Yesterday was a good example of the bad way I sometimes treat myself. I ate 2 candy bars, a whole box of 100 calorie cheese balls, one 100 calorie pack of mini Chips Ahoy cookies, half a box of Honey Nut Cheerios, and 2 cans of Mountain Dew – all after dinner.
I knew exactly what I was eating and I knew how many calories I was putting in my mouth. Yet, I didn’t care.
Today I’ve had some time to think about why I ate so much. At first I was really mad at myself but I knew it wasn’t good to dwell on the anger because there’s nothing I can do about it now.

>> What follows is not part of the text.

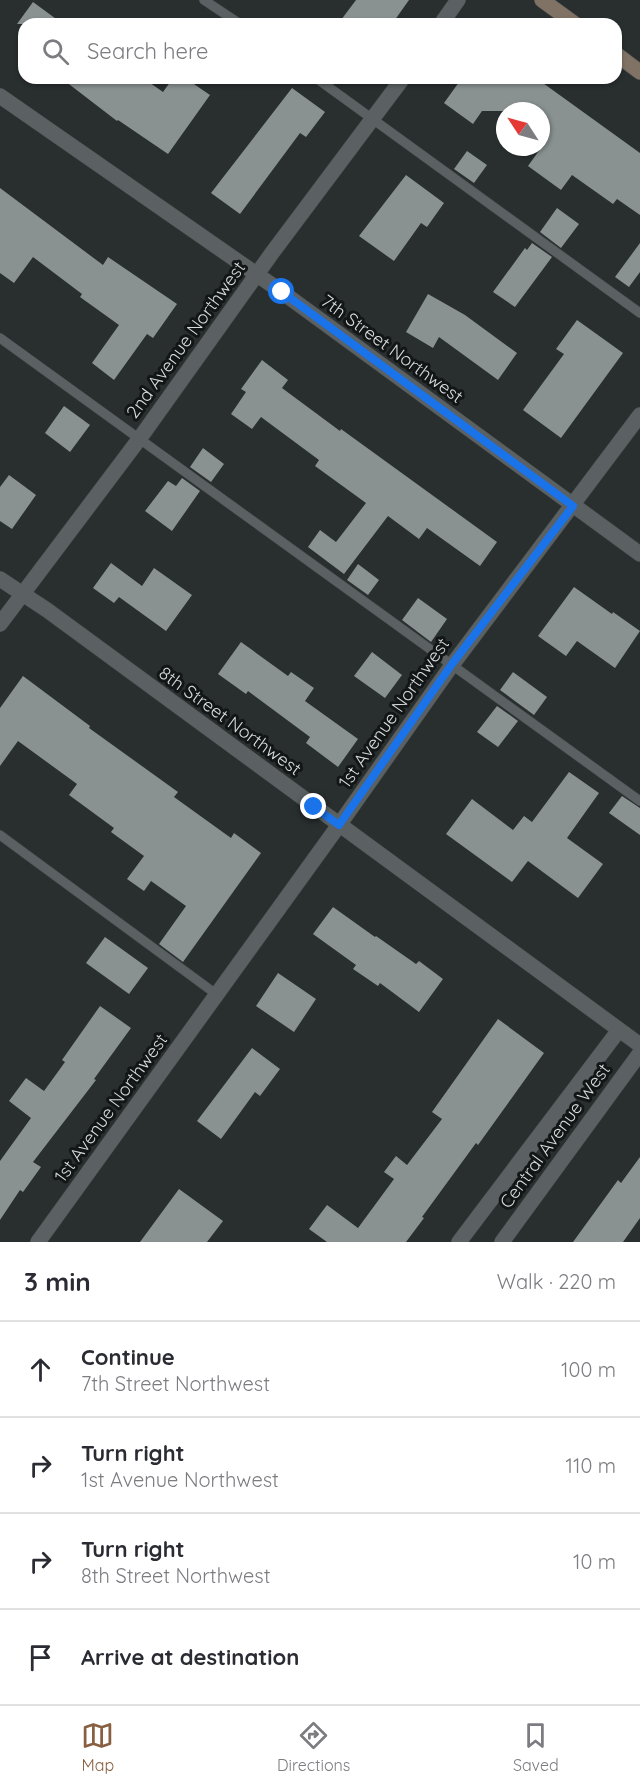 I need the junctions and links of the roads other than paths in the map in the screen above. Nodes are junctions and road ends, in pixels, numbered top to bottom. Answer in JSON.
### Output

Focusing on my anger would only had led to me getting so upset that I probably would have gone on another overload of food because using food to deal with my emotions is one of my downfalls.
So I decided to do my best to take a step back and try to calmly think about why I ate so much.
I started by thinking about the reasons I want to lose weight which range from wanting to be healthier, to having more confidence, to being able to get out and do activities that are difficult or impossible when a person is heavy (really want to go on a canopy tour and ride a zip line in a rain forest in Costa Rica), to fitting in a movie theater seat comfortably, and to being able to wrap a bath towel around myself without having any of my personal “real estate” showing.
After I was certain losing weight was still important to me I decided to try imaging myself as a thin person in the hope that it would help me clearly see that it was a goal I didn’t want to keep sidetracking myself from.
The minute I started imaging myself as a thin person (and again now as I’m writing about it), I started feeling sick to my stomach and felt scared.
The last time I was thin was when I seventeen years old. I’ve never been a thin adult and have no idea what being one will be like, which scares the crap out of me.
When I lose the weight will people start to notice me in a good way and not look away when they pass a fat person on the street? Will they actually talk to me? Will I actually get one or two admiring glances from men when I’m no longer hidden in fat? And what happens when I can’t use my fat as an excuse to not do something?
In my adult world I only know me as someone who is overweight. Even though I’m less overweight than I was a year ago and have finally felt like I could actually achieve my weight loss goals because they no longer seem so daunting and impossible, I’m still overweight.
But now that feeling of being able to lose the weight is being overpowered by a huge fear of the unknown. I don’t know what it will be like to be a thin person on a day to day basis. Yes, I want to be healthy and do what other normal sized people do.
At least I think that’s what I want. But honestly it’s kind of like walking though a door and not knowing where you’ll be once you cross the threshold.
And the scariest thing is that I didn’t even realize how scared I was by actually getting thin until today. I realize I’ve completely shoved that feeling away by eating. I knew something I couldn’t put my finger on was bothering me last night and I tend to be an emotional eater, but last night I didn’t think it was an emotional issue because I couldn’t think of anything that was bothering me or stressing me out other than the fact that I was shoveling tons of food in my mouth.
I have a Weight Watchers meeting tonight and I know I should talk about my realization that I’m afraid to keep losing weight. I hope I can.
But as dumb as it probably sounds, I’m afraid to talk about my fear because if I say it out loud then I have to find a way to deal with it. I’m not sure I’m ready to do that.